Chronicle to Host Ward 5 Candidate Forum

Oct. 21 event at Wines Elementary features interactive tasks

The Ann Arbor Chronicle is hosting a forum for Ward 5 Ann Arbor City Council candidates on Thursday evening that will allow voters to see how candidates might do the public’s work in public, if elected.

The Oct. 21 event will present candidates with a set of scenarios on local issues. They’ll be challenged to work together to accomplish specific tasks related to those scenarios. On other occasions there have been, and will be, plenty of opportunities to hear the candidates’ talking points and opinions on specific issues. What makes our forum different is our goal of giving voters a sense of how these individuals work with others to solve problems and work through challenges. The program, moderated by Chronicle editor Dave Askins, runs from 7-8:30 p.m. at Wines Elementary School, 1701 Newport Road. The event is free and open to the public.

Three candidates are running for the Ward 5 seat: Independent Newcombe Clark, Republican John Floyd and Democrat incumbent Carsten Hohnke.

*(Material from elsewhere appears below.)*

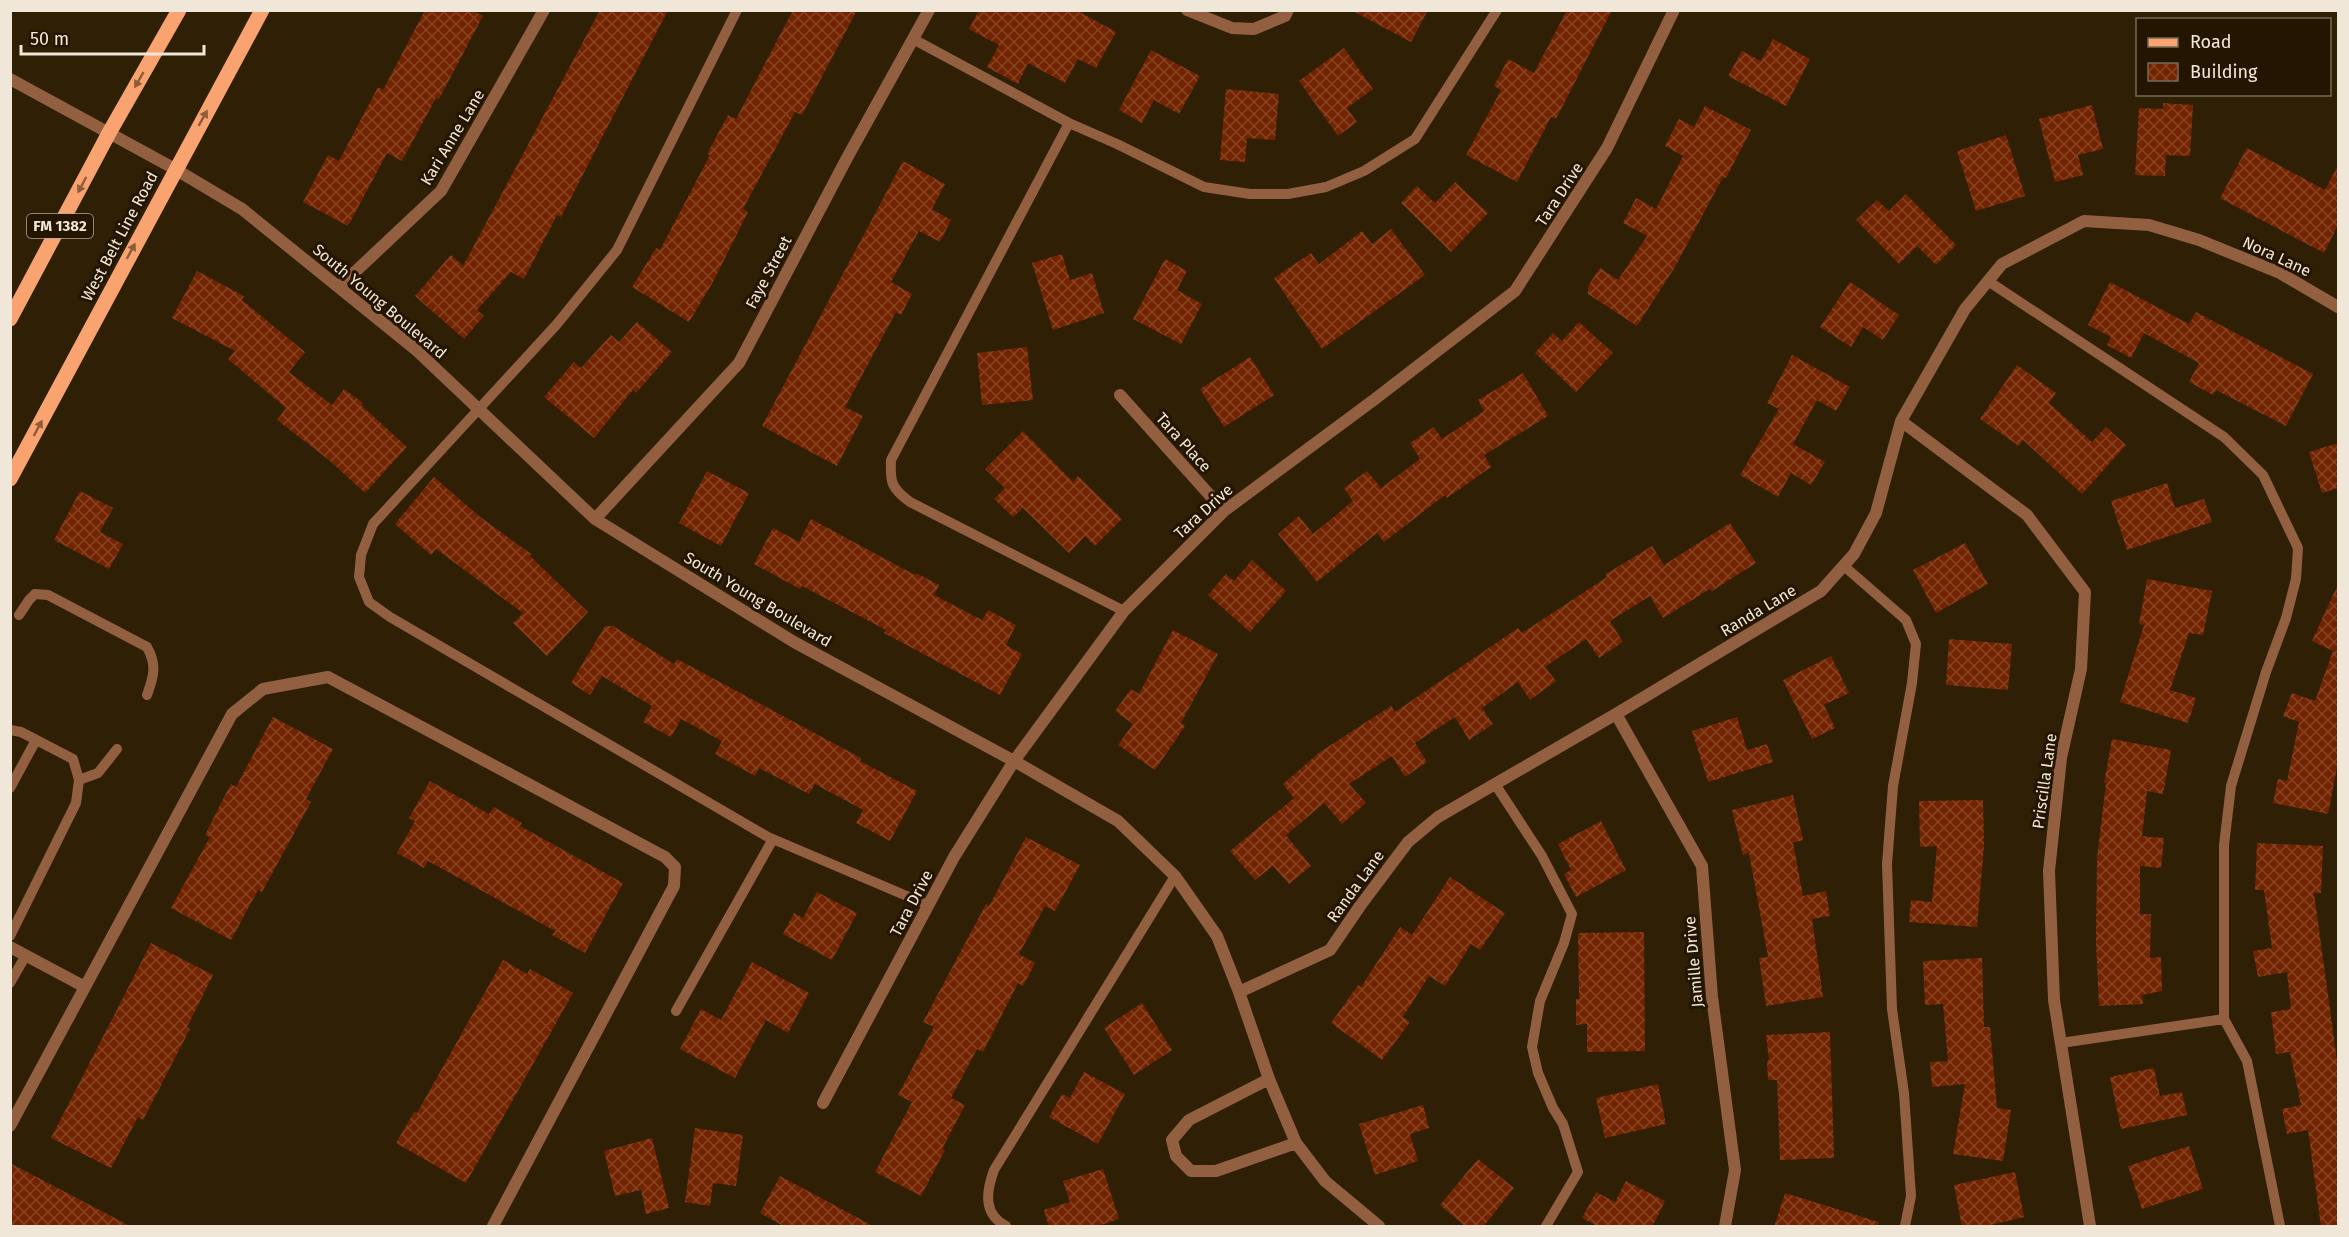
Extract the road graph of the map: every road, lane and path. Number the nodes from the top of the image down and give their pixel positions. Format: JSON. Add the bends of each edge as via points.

The impetus for the event stemmed from Floyd and Clark, and all three candidates were given early opportunity to offer input into the forum’s planning. Flexibility of time and dates, location and moderator were offered. Hohnke chose not to involve himself in the planning of the event, and is not participating.

The exact description of the tasks won’t be revealed until the night of the forum, but candidates have been provided with the following topic areas and scenarios.

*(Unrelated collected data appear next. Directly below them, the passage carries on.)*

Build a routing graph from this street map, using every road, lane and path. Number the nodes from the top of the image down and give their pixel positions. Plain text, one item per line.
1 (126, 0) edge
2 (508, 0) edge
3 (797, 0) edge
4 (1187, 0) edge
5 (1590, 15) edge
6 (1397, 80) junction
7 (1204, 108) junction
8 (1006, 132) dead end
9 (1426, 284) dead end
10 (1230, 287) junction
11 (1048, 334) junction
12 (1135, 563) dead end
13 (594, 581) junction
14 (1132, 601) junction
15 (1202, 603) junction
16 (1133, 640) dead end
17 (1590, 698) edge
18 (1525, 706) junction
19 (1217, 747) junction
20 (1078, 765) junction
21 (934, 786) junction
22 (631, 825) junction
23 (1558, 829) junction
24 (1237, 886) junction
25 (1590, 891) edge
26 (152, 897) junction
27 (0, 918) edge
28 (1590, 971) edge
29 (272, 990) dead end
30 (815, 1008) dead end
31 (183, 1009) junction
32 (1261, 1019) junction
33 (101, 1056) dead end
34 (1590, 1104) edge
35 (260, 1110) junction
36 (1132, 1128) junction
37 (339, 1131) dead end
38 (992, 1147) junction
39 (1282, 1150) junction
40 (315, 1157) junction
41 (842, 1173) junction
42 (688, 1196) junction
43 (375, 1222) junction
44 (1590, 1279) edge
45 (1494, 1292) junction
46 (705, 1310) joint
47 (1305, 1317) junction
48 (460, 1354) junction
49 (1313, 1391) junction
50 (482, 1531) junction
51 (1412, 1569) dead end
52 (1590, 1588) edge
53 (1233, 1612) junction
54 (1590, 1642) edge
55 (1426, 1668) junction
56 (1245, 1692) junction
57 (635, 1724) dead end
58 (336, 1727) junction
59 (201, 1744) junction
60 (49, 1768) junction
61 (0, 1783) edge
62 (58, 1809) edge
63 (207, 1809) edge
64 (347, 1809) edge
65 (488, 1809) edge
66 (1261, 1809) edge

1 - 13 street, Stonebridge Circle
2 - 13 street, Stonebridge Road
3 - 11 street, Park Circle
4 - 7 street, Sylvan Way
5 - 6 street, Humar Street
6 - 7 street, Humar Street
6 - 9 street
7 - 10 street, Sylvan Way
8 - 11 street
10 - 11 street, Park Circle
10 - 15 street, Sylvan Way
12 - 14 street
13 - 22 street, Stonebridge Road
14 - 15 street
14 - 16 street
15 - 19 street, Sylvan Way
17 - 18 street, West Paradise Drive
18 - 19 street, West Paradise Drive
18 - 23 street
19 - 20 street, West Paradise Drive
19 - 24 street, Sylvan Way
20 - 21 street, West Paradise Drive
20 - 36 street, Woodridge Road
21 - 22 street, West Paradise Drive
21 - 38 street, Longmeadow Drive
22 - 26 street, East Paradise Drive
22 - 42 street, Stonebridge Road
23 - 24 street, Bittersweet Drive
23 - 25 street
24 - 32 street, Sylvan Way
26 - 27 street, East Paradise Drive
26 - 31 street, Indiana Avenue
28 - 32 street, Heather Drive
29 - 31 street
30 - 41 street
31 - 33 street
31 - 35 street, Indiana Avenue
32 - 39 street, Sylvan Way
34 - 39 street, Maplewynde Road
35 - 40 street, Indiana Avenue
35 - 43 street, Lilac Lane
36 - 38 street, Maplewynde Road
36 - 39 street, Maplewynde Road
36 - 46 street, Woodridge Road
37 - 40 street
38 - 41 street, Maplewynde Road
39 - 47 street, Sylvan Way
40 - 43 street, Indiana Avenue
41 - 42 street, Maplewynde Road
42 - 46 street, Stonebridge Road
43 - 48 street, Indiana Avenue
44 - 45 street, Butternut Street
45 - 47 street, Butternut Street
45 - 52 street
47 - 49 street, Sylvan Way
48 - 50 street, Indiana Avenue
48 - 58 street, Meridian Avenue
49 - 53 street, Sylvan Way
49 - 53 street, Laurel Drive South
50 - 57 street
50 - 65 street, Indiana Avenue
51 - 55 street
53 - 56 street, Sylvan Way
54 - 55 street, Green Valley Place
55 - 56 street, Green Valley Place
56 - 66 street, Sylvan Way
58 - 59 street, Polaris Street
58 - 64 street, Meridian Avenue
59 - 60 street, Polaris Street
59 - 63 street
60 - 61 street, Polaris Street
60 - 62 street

1. City Services: The recently established Main Street Business Improvement Zone entails voluntary extra taxation by property owners to self-fund enhanced services – primarily sidewalk cleaning, and snow clearing. Concerning such zones, The Chronicle has reported Ed Shaffran’s thoughts this way: “Shaffran went on to speculate that this could be a precursor of ‘a la carte government’ as revenues to municipalities dwindled. He suggested that the concept of a BIZ could be extended to residential neighborhoods as well. The strategy for providing services, he said, could evolve to be a system where a minimum baseline level would be provided by government, with BIZ-like affiliations electing to augment (or not) that baseline level.”

2. Development of Downtown Surface Parking Lots: Currently the Ann Arbor Downtown Development Authority and the city of Ann Arbor are in the middle of discussions about the future of these surface parking lots and the role the DDA should have in developing them. Newcombe Clark, a DDA board member, has suggested that the city should consider selling some of the lots to the DDA.

3. Funding of Public Art: The city currently has a formula for funding public art through capital improvement projects – 1% of the cost of such projects is earmarked for public art, capped at $250,000 per project. Newcombe Clark has called for “more not less” public art, even while acknowledging there are problems with the program. John Floyd has characterized art as nice, but suggested the economic times require different priorities.

4. Transportation: Back when he was chair of the Ann Arbor Transportation Authority board, David Nacht appeared before the city council and gave the council an update on AATA’s current programs and future plans.

5. Economic Development: There are myriad different organizations and people that could, broadly construed, be involved in the “economic development” of Ann Arbor and Washtenaw County.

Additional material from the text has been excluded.